250 “Though the theory of explanatory interpolations of marginal glosses into the text of the N. T. has been sometimes carried too far (e.g. by _Wassenberg_ in ‘Valcken.’ Schol. in N. T., Tom. i), yet probably this has been the most fertile source of error in some MSS. of the Sacred Volume.” (Bp. Chr. Wordsworth, N. T., on 2 Cor. iii. 3.) Yes, in _some_ MSS.

251 On this passage Canon Liddon justly says, “The question may still perhaps be asked ... whether here, as elsewhere, the presumption that copyists were always anxious to alter the text of the New Testament in theological interests, is not pressed somewhat excessively” (Bampton Lectures, 1866, p. 467, note).
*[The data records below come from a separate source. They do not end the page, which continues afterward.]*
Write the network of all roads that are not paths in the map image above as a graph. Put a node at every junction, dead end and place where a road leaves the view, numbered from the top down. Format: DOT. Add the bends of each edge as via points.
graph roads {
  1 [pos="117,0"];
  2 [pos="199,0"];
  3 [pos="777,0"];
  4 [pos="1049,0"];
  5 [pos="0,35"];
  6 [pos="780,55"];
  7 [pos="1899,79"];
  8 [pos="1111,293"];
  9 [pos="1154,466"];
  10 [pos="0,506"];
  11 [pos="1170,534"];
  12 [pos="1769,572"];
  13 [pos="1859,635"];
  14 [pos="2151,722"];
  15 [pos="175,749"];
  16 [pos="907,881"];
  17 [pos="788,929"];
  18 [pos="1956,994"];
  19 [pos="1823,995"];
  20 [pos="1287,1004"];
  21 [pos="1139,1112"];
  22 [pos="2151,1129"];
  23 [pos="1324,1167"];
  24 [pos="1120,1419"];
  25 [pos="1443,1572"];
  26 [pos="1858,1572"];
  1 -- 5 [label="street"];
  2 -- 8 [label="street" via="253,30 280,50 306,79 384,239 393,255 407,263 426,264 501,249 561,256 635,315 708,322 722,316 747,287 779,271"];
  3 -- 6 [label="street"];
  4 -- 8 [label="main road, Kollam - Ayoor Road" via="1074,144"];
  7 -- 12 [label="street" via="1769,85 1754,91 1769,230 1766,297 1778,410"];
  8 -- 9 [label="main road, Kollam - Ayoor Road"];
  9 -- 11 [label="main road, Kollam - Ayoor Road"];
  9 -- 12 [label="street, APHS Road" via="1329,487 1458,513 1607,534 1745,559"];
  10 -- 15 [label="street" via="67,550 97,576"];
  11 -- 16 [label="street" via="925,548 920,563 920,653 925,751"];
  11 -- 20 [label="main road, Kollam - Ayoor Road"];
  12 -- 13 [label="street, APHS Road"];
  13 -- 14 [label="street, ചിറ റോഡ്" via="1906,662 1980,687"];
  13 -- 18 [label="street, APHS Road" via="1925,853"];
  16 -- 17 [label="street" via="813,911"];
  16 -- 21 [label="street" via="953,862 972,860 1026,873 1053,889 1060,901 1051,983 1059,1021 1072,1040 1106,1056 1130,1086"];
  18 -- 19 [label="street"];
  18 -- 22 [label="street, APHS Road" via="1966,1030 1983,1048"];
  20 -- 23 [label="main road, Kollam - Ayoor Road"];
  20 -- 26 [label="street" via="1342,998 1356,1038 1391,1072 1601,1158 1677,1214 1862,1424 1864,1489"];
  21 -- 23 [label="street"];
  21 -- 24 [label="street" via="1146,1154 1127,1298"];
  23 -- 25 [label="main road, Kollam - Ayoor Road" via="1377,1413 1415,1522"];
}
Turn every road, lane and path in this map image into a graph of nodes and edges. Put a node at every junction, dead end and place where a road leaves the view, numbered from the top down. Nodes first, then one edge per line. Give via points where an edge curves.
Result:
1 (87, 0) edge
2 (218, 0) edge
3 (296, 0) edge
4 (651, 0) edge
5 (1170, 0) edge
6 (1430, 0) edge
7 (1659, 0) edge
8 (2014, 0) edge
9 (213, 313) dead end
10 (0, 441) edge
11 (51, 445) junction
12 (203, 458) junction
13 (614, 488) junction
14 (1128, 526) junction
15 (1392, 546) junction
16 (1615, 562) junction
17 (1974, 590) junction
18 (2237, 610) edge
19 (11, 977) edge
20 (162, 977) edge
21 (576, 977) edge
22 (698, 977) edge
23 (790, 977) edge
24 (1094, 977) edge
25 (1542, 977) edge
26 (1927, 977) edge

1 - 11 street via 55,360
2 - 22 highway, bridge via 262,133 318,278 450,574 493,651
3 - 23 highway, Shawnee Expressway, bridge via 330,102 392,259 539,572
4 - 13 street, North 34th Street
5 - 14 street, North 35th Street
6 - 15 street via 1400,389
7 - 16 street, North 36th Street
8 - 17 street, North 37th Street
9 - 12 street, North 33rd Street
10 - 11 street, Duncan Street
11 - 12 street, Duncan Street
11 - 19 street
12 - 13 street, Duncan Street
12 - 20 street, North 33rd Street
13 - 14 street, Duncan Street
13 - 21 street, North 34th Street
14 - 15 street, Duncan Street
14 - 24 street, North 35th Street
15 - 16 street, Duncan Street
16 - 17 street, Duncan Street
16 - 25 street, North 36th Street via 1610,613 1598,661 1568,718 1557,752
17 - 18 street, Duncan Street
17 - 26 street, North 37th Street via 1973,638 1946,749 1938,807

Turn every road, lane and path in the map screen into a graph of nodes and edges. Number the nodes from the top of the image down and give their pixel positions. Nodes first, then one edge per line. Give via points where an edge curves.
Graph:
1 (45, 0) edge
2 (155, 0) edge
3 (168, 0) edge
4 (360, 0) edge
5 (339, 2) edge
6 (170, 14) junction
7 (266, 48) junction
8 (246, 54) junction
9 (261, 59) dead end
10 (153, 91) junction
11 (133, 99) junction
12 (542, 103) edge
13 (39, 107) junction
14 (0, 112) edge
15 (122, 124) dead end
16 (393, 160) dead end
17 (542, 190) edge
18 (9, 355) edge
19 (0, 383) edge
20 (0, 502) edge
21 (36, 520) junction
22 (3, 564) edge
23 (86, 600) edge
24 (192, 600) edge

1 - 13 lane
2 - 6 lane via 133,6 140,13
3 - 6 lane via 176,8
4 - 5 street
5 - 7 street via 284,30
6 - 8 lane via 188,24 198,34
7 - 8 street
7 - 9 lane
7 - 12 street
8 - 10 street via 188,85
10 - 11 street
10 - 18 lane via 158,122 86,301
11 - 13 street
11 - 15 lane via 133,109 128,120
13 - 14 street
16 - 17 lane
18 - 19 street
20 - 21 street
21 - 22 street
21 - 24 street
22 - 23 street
252 Griesbach’s “etiam manifestò falsas” can allude only to 1 John v. 7, 8; yet it is a strong point against the authenticity of that passage that it is _not_ cited by Greek writers, who did not find it in their copies, but only by the Latins who did.

253 The clause might have been derived from Gen. ii. 23, yet the evidence against it is strong and varied (אAB, 17, 67, Bohair., &c.).

254 Alford’s only _definite_ example (and that derived from Wetstein, N. T., vol. ii. p. 11) is found but in a single cursive (4) in Rom.